The electric side is powered by a new lithium-ion battery, which Toyota mounts under the floor. A heat pump HVAC system – borrowing tech from the Prius Prime – helps to avoid tapping that battery for cabin air-conditioning duties. That way, the RAV4 Prime PHEV can focus on range.
It seems to have worked out, too. Back when the crossover was announced, Toyota was expecting 39 miles of all-electric range. Not enough to shame a fully-electric SUV, true, but given the typical driving behaviors of the average American family, enough for the chores of most days to be dealt with on battery power alone.
Now that the upcoming crossover has passed through the EPA’s official rating process, though, that range number has actually increased. The 2021 RAV4 Prime plug-in hybrid is good for 42 miles of electric-only driving, that says, while total range with gas and electric power combined is 600 miles.
It’s an impressive figure, and leaves the new RAV4 looking all the more competitive. The EPA gives the small SUV a 94 MPGe figure for its combined city/highway rating, and 38 MPG for gas alone.

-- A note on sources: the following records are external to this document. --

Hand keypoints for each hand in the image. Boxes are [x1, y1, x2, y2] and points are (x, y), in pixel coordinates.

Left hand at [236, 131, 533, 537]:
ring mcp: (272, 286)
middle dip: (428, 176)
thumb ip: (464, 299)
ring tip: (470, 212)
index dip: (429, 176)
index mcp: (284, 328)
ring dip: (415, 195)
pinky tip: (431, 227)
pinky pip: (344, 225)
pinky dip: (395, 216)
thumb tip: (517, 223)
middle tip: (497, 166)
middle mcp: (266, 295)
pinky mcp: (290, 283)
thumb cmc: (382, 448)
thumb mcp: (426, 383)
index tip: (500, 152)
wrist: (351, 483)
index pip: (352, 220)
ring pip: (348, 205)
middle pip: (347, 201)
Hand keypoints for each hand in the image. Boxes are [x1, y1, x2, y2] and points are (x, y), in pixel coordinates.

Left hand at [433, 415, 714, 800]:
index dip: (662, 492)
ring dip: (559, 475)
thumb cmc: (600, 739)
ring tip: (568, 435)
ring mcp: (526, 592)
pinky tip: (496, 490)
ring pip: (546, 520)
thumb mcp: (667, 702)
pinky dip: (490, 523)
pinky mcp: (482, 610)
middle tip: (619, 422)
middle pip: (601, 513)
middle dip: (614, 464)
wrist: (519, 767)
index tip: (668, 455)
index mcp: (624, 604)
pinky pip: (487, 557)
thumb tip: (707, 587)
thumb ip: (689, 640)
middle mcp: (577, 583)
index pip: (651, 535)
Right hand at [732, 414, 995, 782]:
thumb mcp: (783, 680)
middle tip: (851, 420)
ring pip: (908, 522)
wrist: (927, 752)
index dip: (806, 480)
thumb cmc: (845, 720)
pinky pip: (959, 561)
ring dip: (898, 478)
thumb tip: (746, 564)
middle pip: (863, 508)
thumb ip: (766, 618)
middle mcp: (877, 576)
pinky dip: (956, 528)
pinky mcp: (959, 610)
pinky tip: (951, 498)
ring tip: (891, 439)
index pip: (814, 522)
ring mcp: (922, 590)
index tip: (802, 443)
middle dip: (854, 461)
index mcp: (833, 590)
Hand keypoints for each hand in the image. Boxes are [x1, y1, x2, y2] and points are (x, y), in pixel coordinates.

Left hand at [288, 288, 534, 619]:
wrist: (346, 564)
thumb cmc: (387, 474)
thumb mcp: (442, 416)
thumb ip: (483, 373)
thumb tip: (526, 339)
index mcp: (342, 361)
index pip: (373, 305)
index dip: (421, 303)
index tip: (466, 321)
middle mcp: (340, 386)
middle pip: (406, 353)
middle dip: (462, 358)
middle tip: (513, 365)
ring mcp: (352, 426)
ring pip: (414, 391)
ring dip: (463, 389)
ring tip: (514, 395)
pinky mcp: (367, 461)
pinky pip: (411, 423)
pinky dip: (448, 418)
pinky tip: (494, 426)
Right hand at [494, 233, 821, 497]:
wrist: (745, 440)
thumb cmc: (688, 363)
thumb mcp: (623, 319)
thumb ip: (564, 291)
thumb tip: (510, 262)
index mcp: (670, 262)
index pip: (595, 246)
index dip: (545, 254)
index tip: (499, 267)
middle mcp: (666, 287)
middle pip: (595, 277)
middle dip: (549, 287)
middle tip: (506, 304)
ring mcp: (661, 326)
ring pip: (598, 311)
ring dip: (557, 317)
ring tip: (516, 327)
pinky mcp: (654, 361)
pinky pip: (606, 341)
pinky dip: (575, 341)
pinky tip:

While you might think this would be a competitive segment, in reality would-be PHEV SUV drivers don’t actually have much choice right now. Ford’s Escape plug-in hybrid is pretty much your main alternative – that is, unless you’re willing to look into small luxury SUVs with a significant jump in price tag – though it’s only available in front-wheel drive, not AWD.
That helps it with the EPA rating of 100 MPGe, and the 31 MPG combined rating for use on gas-driving alone, both of which are higher than the Toyota manages. However the RAV4 Prime PHEV gets further on electric: the Ford is rated for 38 miles, and total range is significantly shorter, at 530 miles.
The 2021 Toyota RAV4 Prime PHEV starts at $39,220, and there the Ford does have a big advantage. If you can sacrifice AWD, some power, and some range, its $34,285 starting price is a fair amount lower.